Référence : 2009 CAF 207

 

CORAM :      LE JUGE DÉCARY

                        LE JUGE LINDEN

                        LE JUGE EVANS

 

ENTRE :

LE PROCUREUR GÉNÉRAL DU CANADA

demandeur

et

DAVID TOMPSON

défendeur

 

 

 

Audience tenue à Vancouver (Colombie-Britannique) le 16 juin 2009

Jugement prononcé à l’audience à Vancouver (Colombie-Britannique) le 16 juin 2009

 

MOTIFS DU JUGEMENT DE LA COUR :                                                      LE JUGE EVANS

 


Date : 20090616

Dossier : A-636-08

Référence : 2009 CAF 207

 

CORAM :      LE JUGE DÉCARY

                        LE JUGE LINDEN

                        LE JUGE EVANS

 

ENTRE :

LE PROCUREUR GÉNÉRAL DU CANADA

demandeur

et

DAVID TOMPSON

défendeur

MOTIFS DU JUGEMENT DE LA COUR

(prononcés à l’audience à Vancouver (Colombie-Britannique) le 16 juin 2009)

LE JUGE EVANS

[1]               La Cour est saisie d’une demande de contrôle judiciaire présentée par le procureur général du Canada en vue de faire annuler une décision du juge-arbitre Teitelbaum (CUB 71295).

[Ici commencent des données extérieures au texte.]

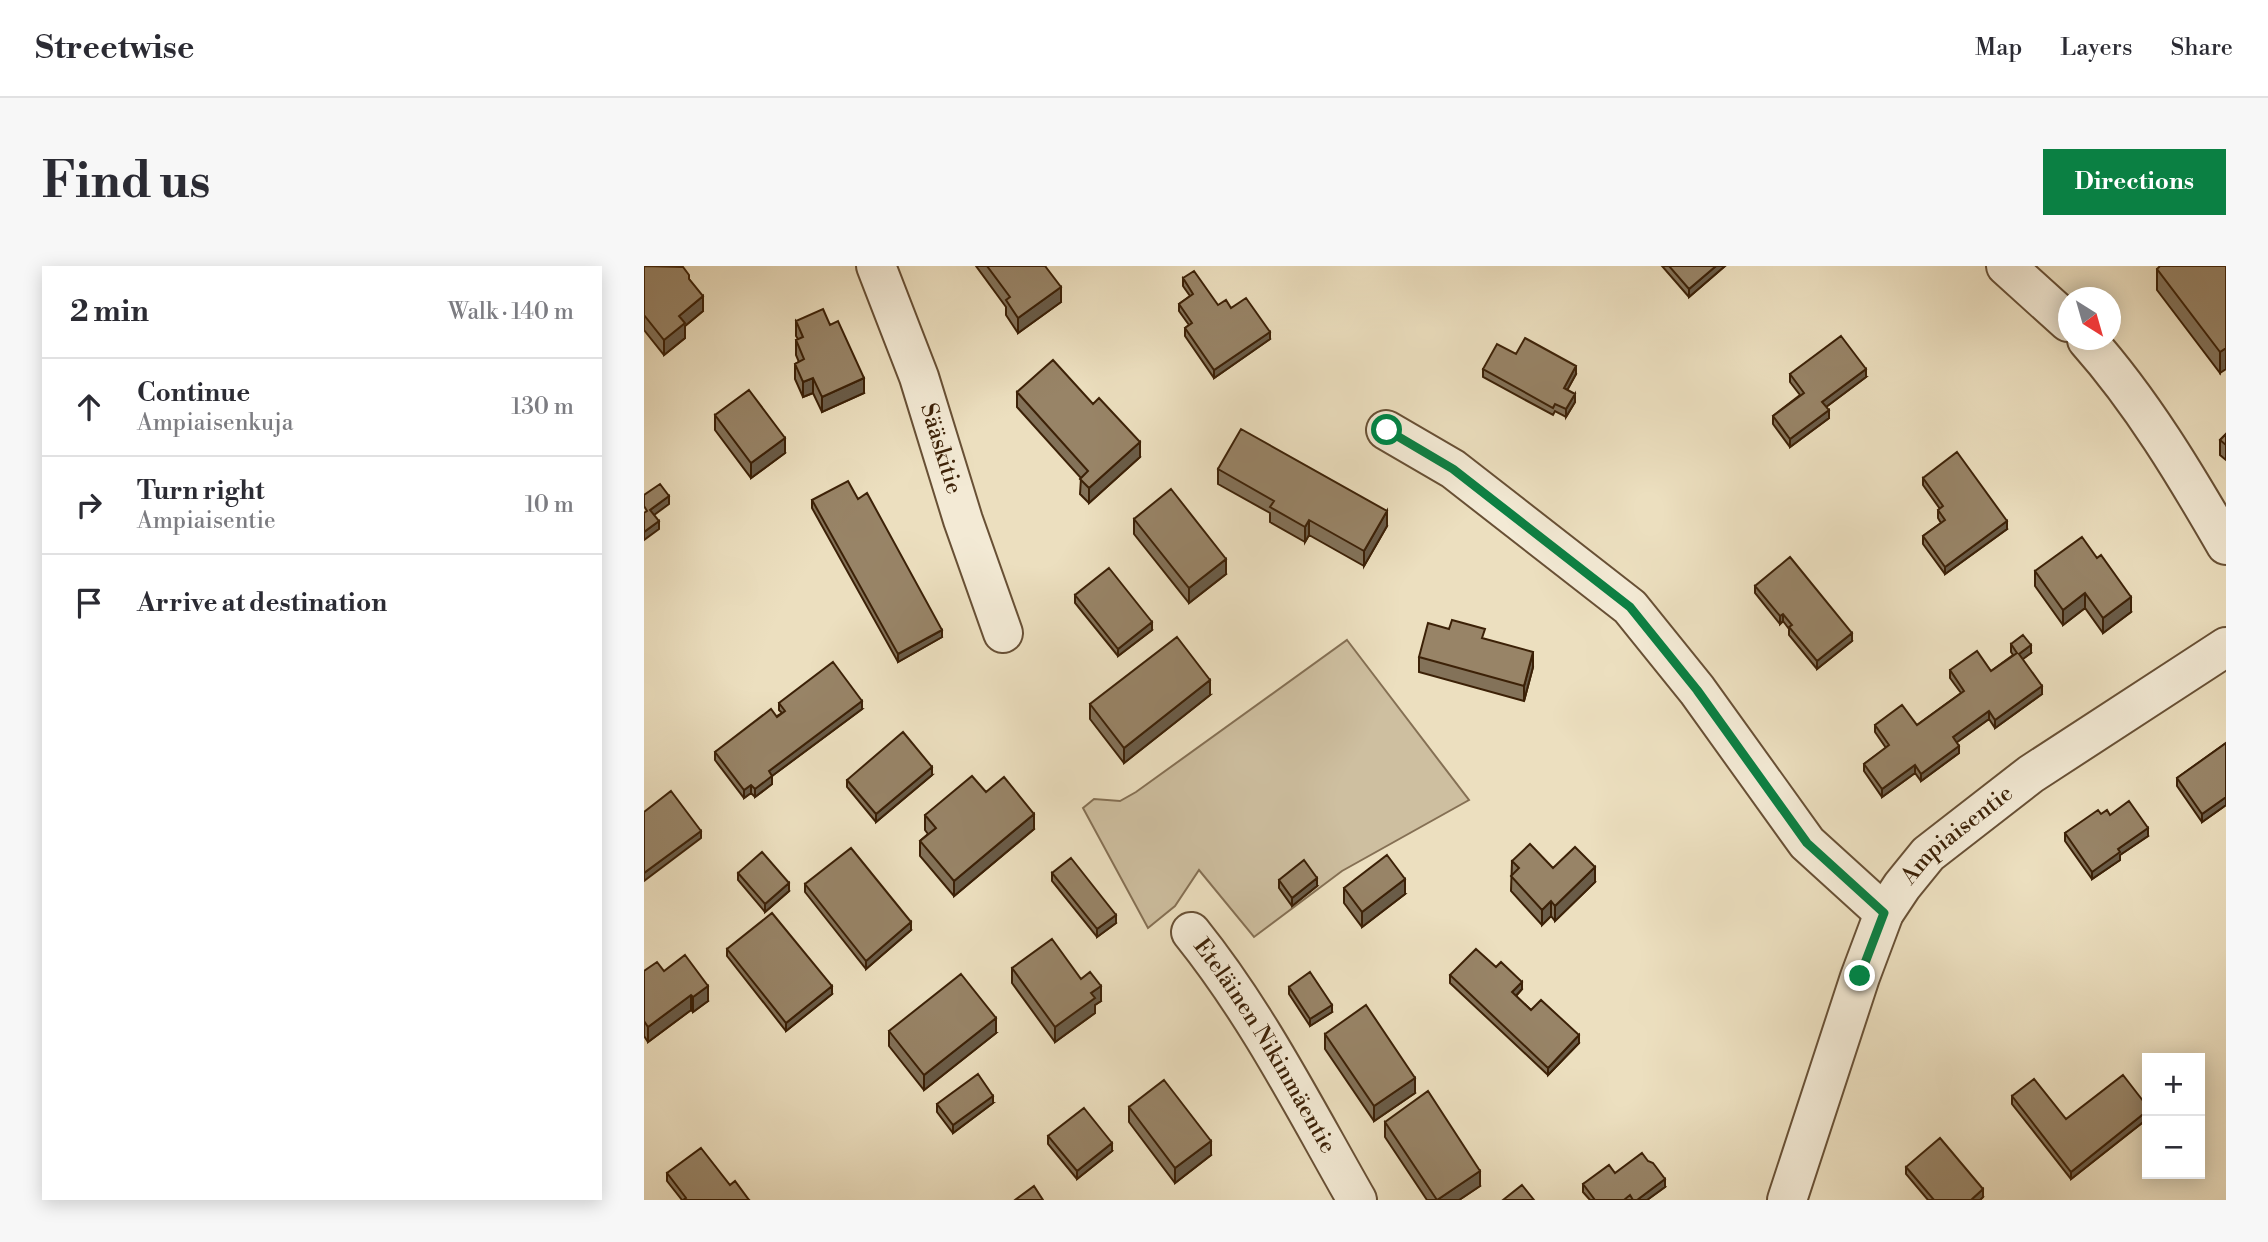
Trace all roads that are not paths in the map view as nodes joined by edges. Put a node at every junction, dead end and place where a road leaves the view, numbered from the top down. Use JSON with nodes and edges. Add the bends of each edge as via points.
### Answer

Le juge-arbitre a accueilli l’appel interjeté par M. David Tompson de la décision par laquelle un conseil arbitral avait rejeté son appel de la décision de la Commission d’assurance-emploi selon laquelle il était exclu du bénéfice des prestations d’assurance-emploi parce qu’il avait perdu son emploi en raison de son inconduite : voir Loi sur l'assurance-emploi, L.C. 1996, ch. 23, paragraphe 30(1) (la Loi).

 

[2]               Le procureur général affirme que le juge-arbitre a commis une erreur de droit parce qu’il a apprécié à nouveau la preuve et a substitué ses propres conclusions de fait à celles tirées par le conseil arbitral. Un juge-arbitre ne peut infirmer la décision d’un conseil arbitral pour cause d’erreur de fait que si ce dernier a fondé sa décision ou son ordonnance sur une conclusion de fait erronée, tirée de façon abusive ou arbitraire ou sans tenir compte des éléments portés à sa connaissance (alinéa 115(2)c) de la Loi). Le procureur général affirme que le conseil arbitral disposait d’éléments de preuve tendant à démontrer que M. Tompson était parti en vacances alors qu’il savait que son employeur n’avait pas approuvé sa demande de congé. Le procureur général fait valoir que cet élément de preuve permettait raisonnablement au conseil arbitral de conclure que M. Tompson avait perdu son emploi pour cause d’inconduite et qu’il était par conséquent exclu du bénéfice des prestations.

 

[3]               Le juge-arbitre a estimé qu’il n’y avait pas d’éléments de preuve qui appuyaient la conclusion de fait du conseil arbitral suivant laquelle M. Tompson était parti en vacances alors qu’il savait que sa demande de congé n’avait pas été approuvée. L’appréciation de la preuve que le juge-arbitre a faite l’a amené à penser qu’il y avait eu, entre M. Tompson et son employeur, un problème de communication qui avait amené M. Tompson à supposer que sa demande avait été approuvée parce qu’il n’avait pas été avisé qu’elle avait été refusée.

 

[4]               Les éléments de preuve versés au dossier sont loin d’être clairs. Il est toutefois acquis aux débats que M. Tompson a présenté une demande de congé et que, peu de temps après, avant que son employeur ait examiné sa demande, il a retiré cette demande. Le directeur des opérations de l’employeur a expliqué que M. Tompson lui avait parlé par téléphone cellulaire pour l’informer qu’il retirait sa demande de congé. M. Tompson, en revanche, soutient qu’il a parlé au répartiteur, à qui il a demandé de faire savoir à l’employeur qu’il avait retiré sa demande de congé.

 

[5]               M. Tompson affirme qu’il a appelé le répartiteur plus tard le même jour pour dire à son employeur qu’il avait encore une fois changé d’idée et qu’il voulait soumettre de nouveau sa demande de congé. Le directeur des opérations affirme qu’il n’a pas reçu ce message et le répartiteur n’en a pas accusé réception. Il est toutefois acquis aux débats que l’employeur n’a pas approuvé la demande de congé de M. Tompson. 

 

[6]               Le conseil arbitral avait en mains les notes qu’une agente de la Commission avait prises à la suite de la conversation téléphonique qu’elle avait eue avec M. Tompson lors de l’examen de sa demande de prestations d’assurance-emploi. On y lit ce qui suit :

[TRADUCTION]

 

J’ai demandé au prestataire si sa demande de congé avait été signée et approuvée.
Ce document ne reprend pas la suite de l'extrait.